St Dominic Savio is the youngest non-martyr to be officially canonised in the Catholic Church. He owes a lot to the influence of his mentor, St John Bosco, with whom he went to train for the priesthood. Patrick Duffy outlines his life. Of poor parents Born at Riva near Turin, Dominic was one of ten children […]
St Dominic Savio is the youngest non-martyr to be officially canonised in the Catholic Church. He owes a lot to the influence of his mentor, St John Bosco, with whom he went to train for the priesthood. Patrick Duffy outlines his life.
Of poor parents
Born at Riva near Turin, Dominic was one of ten children of poor parents: Carlo, a blacksmith and Birgitta, a seamstress. Already in his home, he showed signs of unusual holiness and was serving Mass by the time he was five.

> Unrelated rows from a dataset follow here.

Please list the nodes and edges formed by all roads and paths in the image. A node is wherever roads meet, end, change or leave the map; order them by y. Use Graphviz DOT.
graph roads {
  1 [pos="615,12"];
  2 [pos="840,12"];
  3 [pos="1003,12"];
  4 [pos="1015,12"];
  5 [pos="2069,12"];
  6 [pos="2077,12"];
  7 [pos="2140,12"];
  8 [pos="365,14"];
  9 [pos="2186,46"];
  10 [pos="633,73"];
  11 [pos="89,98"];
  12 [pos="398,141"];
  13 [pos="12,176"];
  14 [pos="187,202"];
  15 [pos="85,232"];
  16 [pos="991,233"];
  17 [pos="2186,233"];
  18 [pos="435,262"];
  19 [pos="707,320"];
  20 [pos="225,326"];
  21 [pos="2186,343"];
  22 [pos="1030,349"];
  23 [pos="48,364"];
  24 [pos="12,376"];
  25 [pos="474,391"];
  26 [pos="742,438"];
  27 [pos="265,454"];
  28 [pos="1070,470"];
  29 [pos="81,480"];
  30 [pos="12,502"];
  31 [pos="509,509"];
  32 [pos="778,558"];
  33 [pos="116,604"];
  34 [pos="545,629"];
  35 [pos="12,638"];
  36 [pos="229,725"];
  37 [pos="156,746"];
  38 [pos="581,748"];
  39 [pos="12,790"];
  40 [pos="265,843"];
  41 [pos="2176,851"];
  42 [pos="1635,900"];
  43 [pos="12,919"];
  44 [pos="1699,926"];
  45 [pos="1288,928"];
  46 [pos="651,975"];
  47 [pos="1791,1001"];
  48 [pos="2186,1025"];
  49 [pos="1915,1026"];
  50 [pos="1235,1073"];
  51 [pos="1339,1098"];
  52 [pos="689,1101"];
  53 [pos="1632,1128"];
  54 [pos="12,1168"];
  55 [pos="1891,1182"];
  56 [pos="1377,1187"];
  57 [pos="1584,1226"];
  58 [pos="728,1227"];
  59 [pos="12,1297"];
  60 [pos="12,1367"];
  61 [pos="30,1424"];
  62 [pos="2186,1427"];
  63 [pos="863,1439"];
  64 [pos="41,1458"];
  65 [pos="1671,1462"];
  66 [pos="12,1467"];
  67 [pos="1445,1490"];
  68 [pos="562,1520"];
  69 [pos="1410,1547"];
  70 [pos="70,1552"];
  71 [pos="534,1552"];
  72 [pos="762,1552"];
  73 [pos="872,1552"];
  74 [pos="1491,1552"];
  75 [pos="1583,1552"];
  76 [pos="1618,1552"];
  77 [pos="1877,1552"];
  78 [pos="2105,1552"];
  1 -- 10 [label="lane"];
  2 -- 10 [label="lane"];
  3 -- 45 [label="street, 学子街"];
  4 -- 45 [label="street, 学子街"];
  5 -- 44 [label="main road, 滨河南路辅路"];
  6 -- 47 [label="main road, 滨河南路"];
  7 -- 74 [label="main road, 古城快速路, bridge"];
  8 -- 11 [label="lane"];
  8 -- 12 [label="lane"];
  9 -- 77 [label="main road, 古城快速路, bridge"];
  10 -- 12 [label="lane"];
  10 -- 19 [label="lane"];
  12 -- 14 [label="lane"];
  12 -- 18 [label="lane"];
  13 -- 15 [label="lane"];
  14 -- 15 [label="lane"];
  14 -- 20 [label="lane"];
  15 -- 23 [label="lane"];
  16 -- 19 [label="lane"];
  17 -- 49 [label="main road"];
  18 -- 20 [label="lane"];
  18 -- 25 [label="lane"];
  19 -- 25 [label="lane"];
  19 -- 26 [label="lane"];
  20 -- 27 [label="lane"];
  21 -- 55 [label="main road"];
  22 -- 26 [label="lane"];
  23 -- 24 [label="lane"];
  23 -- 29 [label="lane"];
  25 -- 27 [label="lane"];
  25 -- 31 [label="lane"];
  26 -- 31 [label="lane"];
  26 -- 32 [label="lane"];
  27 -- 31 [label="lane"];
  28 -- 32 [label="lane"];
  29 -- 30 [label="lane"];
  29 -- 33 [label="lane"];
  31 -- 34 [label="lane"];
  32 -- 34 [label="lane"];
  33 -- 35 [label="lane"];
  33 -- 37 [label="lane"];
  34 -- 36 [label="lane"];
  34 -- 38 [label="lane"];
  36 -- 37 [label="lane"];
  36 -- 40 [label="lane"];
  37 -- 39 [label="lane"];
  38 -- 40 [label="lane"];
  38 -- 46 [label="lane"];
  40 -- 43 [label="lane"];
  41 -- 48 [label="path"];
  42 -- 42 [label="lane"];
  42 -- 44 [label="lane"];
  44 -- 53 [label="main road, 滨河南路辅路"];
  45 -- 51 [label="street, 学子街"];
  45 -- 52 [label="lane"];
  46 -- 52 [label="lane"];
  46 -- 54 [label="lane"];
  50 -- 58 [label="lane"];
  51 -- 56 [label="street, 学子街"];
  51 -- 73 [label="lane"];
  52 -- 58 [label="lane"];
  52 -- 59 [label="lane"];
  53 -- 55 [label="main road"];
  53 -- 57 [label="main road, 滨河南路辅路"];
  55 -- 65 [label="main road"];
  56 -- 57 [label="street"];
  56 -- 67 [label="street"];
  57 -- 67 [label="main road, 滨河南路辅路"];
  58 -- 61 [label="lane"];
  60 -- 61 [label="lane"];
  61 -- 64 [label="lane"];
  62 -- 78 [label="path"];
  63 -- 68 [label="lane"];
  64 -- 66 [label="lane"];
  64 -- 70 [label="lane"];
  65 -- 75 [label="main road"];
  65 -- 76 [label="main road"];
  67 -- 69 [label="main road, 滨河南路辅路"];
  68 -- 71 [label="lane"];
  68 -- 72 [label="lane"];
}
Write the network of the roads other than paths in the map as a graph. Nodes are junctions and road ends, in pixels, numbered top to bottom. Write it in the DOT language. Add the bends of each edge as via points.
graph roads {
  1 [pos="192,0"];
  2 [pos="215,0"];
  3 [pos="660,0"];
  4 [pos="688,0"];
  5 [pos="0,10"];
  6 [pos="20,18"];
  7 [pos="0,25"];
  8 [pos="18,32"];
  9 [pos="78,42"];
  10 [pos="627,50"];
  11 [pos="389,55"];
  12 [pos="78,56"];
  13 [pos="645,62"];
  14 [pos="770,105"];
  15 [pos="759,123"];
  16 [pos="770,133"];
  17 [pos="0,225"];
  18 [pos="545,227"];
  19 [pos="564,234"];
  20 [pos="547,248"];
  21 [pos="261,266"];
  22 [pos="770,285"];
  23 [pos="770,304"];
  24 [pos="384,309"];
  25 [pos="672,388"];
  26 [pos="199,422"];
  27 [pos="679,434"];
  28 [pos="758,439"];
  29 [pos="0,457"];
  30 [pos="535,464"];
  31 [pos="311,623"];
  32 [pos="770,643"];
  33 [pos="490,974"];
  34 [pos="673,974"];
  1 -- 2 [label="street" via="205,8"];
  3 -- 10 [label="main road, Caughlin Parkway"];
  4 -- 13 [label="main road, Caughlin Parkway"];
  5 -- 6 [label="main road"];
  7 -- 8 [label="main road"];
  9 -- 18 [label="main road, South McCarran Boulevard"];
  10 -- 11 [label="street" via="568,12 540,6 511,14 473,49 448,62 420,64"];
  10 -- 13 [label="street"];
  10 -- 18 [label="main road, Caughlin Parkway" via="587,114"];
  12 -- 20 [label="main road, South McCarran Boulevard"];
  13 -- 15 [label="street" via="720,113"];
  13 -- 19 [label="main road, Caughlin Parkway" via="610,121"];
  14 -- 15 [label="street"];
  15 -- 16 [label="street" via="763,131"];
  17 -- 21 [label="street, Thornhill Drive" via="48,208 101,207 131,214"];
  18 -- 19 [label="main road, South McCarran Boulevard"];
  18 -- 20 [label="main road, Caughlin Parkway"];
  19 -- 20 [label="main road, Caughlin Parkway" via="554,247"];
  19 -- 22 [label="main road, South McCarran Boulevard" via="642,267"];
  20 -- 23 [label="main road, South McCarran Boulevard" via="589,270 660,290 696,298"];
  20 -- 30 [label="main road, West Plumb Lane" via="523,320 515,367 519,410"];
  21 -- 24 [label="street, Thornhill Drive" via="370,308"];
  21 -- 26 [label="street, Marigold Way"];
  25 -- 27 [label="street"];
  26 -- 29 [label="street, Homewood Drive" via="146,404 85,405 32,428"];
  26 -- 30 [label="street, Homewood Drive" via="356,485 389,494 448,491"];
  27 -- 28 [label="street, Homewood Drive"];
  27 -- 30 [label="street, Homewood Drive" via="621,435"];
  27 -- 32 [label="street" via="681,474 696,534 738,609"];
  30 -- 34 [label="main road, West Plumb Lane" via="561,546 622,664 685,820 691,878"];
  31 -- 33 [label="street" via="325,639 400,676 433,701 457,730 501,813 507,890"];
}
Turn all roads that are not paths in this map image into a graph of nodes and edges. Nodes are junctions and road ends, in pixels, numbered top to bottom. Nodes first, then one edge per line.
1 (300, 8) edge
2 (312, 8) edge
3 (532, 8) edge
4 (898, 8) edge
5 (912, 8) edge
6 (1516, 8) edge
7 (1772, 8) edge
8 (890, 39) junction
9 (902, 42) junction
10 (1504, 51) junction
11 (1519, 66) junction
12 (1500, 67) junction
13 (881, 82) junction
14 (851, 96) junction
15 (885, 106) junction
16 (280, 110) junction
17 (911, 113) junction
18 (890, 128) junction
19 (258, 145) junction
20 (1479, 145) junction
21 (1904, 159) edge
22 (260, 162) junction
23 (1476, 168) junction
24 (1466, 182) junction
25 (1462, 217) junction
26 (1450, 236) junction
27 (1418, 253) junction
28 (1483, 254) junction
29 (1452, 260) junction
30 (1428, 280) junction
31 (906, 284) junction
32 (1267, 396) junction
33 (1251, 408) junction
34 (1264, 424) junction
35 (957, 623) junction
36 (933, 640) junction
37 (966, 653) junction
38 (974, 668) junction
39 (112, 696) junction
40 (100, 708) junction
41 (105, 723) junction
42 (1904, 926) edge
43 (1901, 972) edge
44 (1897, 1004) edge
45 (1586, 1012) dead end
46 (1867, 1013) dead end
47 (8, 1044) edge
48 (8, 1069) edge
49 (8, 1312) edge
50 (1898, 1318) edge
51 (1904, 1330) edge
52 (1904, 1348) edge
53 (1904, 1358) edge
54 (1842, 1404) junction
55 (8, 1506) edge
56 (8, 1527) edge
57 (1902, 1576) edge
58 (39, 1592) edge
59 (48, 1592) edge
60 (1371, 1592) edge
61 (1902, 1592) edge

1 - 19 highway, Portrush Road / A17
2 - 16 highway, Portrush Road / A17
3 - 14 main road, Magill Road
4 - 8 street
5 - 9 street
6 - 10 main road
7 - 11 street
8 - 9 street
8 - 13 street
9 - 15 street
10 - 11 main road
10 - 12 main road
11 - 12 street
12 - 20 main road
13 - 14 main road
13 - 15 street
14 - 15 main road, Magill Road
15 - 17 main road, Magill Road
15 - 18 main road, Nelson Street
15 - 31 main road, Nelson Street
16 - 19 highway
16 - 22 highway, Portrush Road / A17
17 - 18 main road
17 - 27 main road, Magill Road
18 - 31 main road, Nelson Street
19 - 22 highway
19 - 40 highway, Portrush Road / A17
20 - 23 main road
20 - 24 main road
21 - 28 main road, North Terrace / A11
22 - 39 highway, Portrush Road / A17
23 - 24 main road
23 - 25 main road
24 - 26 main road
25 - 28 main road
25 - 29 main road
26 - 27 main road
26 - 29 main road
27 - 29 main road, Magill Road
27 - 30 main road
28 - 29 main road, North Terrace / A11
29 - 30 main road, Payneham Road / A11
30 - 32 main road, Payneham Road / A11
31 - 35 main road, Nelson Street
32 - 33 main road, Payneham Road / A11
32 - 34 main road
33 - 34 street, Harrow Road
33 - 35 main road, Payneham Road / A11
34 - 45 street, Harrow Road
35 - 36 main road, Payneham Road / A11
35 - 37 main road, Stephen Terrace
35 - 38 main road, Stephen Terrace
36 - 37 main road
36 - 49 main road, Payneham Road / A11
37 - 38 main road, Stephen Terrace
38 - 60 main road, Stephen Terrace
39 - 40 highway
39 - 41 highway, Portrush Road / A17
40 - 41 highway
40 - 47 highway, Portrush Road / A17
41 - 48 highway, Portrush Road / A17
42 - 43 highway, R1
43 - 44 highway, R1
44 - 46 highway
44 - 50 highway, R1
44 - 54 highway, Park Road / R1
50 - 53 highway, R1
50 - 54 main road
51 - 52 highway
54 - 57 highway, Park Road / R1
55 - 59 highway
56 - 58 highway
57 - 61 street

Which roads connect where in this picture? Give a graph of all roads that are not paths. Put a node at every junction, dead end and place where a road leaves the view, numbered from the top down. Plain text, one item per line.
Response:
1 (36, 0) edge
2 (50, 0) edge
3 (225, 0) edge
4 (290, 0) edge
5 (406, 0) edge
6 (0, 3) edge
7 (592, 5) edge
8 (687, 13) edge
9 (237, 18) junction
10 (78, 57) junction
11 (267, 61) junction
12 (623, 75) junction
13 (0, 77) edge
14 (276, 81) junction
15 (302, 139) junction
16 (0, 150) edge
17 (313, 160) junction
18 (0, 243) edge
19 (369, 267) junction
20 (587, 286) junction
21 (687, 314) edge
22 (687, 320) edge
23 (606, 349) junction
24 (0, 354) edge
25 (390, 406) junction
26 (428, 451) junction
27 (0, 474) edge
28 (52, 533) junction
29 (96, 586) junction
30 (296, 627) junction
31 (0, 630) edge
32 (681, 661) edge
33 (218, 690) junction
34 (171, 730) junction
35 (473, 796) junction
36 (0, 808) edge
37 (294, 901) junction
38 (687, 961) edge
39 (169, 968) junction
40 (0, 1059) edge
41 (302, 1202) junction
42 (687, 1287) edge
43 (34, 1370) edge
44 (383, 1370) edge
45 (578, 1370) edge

When he made his First Communion, at the age of seven, he wrote down his plan of life: “I will go to confession very often and go to communion as often as my confessor gives me permission. I will celebrate Sundays and feast days as holy days. Jesus and Mary will be my friends. Death rather than sin.”
Don Bosco’s school in Turin
At twelve Dominic went to the school of St John Bosco in Turin. Don Bosco examined him for entrance and at the end of the questions, Dominic asked him: “What do you think of me?” “I think you’re good material,” said the priest smiling. “Well, then,” said Dominic, “You are a good tailor, so if the material is good, take me and make a new suit out of me for Our Lord!”
A maturity beyond his years
One day, a boy in the school was showing a magazine with immodest pictures to a group of other boys gathered round him. “What’s up?” wondered Dominic, and he, too, went to look. Just one peek was enough for him. He grabbed the magazine and tore it to pieces, saying: “Poor us! Did God give us eyes to look at such things as this? Are you not ashamed?” “Oh, we were just looking at these pictures for the fun of it,” said one boy. “Sure, for fun,” answered Dominic, “and in the meantime you’re preparing yourselves to go to hell!” “What’s so wrong about looking at these pictures anyway?” another fellow demanded. Dominic replied: “If you don’t see anything wrong, that is even worse. It means you’re used to looking at shameful things!”
Dominic tried to do physical penances, like making his bed uncomfortable with small stones and pieces of wood, sleeping with a thin covering in winter, wearing a hair shirt, and fasting on bread and water. When his mentor Don Bosco and his confessor came to know this, they forbade it, as it could affect his health. Don Bosco told Dominic that as a schoolboy, the best penance would be to do all his duties with perfection and humility, and that obedience was the greatest sacrifice. From this time on Don Bosco notes that Dominic did not complain about the food or the weather, but bore all suffering cheerfully, and practised custody of his eyes and tongue.
One day during the winter months two boys filled the school stove with snow and rubbish. When the teacher came into the room, they falsely accused Dominic of doing the “dirty” deed. Although disciplined in front of the entire class, Dominic refused to tell on the two mischievous boys. When the truth was later revealed, Dominic was asked why he didn’t confess to his innocence. He remarked that he was imitating Our Lord, who stayed silent during his persecutions and crucifixion. He is the patron saint of those falsely accused. Dominic had many friends who really cared for him
Sodality of Mary Immaculate
In 1854, when Pope Blessed Pius IX proclaimed the dogma of the Immaculate Conception, Dominic consecrated himself to Mary. In 1856 he set up the Sodality of Mary Immaculate with a group of his friends, to carry out apostolic work together. Don Bosco’s mother (Mamma Margaret), who had come to Turin to help her priest son in his school, said one day: “You have many good boys, but none can match the good heart and soul of Dominic Savio. I see him so often at prayer, staying in church after the others; every day he slips out of the playground to make a visit to the Blessed Sacrament. When he is in church he is like an angel living in paradise.”
Death at fifteen
Just a month before his fifteenth birthday Dominic developed tuberculosis and was sent home to recover. On the evening of 9th March, he asked his father to say the prayers for the dying. His face lit up with an intense joy and he said to his father: “I am seeing most wonderful things!” These were his last words.
“Small in size, but a towering giant in spirit”
Dominic’s remains are in the Basilica of Mary Help of Christians, built by Don Bosco in Turin as the headquarters of his Salesian order.
Don Bosco wrote his Life, which paved the way for his beatification in 1950 and his canonisation in 1954.
Pope Pius XI, who declared him “venerable” in 1933, described him as “small in size, but a towering giant in spirit.”